Kappa-opioid agonist induced diuresis. Is it mediated by a blood-borne factor of adrenomedullary origin?

Intravenous administration of the kappa-opioid agonists U50488H, tifluadom, and ethylketocyclazocine induced a characteristic diuresis in conscious, intact, saline-loaded rats. Naloxone pretreatment antagonized U50488H-induced diuresis. The diuretic response to the kappa-opioid agonists was significantly attenuated in adrenal demedullated rats. However, basal urine output, the diuretic response to furosemide, and the antidiuretic response to the mu-opioid agonist buprenorphine were unaffected.

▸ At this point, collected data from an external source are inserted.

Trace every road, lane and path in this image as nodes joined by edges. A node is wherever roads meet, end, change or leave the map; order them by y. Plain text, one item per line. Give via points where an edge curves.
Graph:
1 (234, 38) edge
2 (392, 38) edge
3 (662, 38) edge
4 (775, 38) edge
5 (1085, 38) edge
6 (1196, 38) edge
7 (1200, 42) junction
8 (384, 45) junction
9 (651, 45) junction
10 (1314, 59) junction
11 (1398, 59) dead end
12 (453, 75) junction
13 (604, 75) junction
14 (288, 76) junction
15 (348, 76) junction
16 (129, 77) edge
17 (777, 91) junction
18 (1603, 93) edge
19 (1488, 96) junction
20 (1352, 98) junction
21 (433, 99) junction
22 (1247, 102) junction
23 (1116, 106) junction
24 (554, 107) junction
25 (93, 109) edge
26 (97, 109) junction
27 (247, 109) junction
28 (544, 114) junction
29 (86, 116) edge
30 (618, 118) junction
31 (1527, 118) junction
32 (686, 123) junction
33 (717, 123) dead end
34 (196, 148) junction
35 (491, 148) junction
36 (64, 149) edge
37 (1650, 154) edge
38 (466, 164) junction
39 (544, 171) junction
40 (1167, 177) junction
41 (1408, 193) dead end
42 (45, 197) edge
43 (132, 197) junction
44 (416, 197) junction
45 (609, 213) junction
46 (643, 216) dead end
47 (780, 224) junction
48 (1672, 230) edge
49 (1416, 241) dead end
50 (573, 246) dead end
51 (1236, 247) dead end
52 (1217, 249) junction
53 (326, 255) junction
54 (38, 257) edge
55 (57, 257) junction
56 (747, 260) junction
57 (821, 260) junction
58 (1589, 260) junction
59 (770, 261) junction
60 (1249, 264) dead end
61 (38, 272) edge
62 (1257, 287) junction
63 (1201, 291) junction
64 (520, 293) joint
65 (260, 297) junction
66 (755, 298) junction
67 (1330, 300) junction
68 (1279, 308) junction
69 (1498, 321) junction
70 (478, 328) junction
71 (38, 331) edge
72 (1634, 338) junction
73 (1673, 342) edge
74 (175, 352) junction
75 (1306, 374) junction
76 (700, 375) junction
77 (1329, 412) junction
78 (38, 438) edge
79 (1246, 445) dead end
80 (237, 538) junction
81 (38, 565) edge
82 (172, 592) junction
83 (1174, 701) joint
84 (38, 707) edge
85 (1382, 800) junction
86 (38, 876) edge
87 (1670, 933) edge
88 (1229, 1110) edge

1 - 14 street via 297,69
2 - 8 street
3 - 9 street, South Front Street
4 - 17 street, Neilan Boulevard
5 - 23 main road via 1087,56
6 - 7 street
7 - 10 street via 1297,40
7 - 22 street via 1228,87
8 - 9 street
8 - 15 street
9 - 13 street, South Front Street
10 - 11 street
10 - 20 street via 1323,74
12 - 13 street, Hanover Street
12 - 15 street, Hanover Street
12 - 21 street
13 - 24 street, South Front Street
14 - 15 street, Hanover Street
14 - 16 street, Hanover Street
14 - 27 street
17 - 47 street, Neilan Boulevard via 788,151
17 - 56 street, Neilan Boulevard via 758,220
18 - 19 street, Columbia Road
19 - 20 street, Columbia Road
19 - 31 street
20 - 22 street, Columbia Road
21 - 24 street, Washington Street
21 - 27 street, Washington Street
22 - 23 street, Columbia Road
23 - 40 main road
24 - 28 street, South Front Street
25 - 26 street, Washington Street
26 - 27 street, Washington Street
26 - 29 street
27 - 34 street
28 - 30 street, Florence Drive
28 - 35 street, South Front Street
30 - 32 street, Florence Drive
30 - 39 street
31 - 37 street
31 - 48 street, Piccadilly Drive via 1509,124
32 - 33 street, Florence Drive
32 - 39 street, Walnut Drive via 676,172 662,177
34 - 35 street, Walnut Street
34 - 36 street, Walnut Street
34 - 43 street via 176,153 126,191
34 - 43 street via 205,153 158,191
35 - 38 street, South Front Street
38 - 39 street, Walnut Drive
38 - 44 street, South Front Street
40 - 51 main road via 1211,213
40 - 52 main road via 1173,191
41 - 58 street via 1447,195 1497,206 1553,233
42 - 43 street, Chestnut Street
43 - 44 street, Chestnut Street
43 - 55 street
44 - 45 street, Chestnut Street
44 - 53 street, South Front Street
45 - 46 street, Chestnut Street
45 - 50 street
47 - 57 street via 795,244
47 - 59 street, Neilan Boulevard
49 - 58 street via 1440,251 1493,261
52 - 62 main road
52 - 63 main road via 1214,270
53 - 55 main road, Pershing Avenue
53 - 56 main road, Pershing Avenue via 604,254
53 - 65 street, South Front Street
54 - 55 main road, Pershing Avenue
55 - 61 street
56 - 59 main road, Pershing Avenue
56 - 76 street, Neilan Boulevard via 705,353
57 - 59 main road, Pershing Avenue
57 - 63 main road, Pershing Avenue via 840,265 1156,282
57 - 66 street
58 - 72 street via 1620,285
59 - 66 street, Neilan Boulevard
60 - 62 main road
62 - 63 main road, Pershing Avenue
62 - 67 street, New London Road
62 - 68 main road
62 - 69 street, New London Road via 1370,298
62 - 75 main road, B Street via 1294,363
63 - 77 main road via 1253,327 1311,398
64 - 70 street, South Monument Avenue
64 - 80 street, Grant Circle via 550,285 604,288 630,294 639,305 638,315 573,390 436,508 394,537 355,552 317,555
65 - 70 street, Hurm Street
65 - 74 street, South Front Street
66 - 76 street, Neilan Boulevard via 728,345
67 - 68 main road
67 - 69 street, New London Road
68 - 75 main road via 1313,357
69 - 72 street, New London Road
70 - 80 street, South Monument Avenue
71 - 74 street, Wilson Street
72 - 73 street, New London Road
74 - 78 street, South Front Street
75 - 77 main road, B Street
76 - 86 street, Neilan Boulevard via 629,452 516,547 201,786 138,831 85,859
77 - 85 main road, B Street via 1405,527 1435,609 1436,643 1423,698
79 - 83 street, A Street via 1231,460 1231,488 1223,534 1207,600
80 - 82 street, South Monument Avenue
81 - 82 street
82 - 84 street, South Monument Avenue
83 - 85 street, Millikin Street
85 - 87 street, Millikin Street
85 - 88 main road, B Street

Transfusion studies established that 1 mL of blood, from intact donor rats treated with U50488H, induced a diuretic response when administered to intact or demedullated recipient rats, whether or not the recipients had been pretreated with naloxone. However, blood from demedullated rats treated with U50488H was unable to induce diuresis in intact or demedullated recipients. The results indicate that kappa-opioid agonist induced diuresis appears to be mediated by a nonopioid blood-borne "diuretic factor" of adrenomedullary origin and that this factor might be responsible for the dependence of the diuretic response upon an intact and functional adrenal medulla in conscious rats.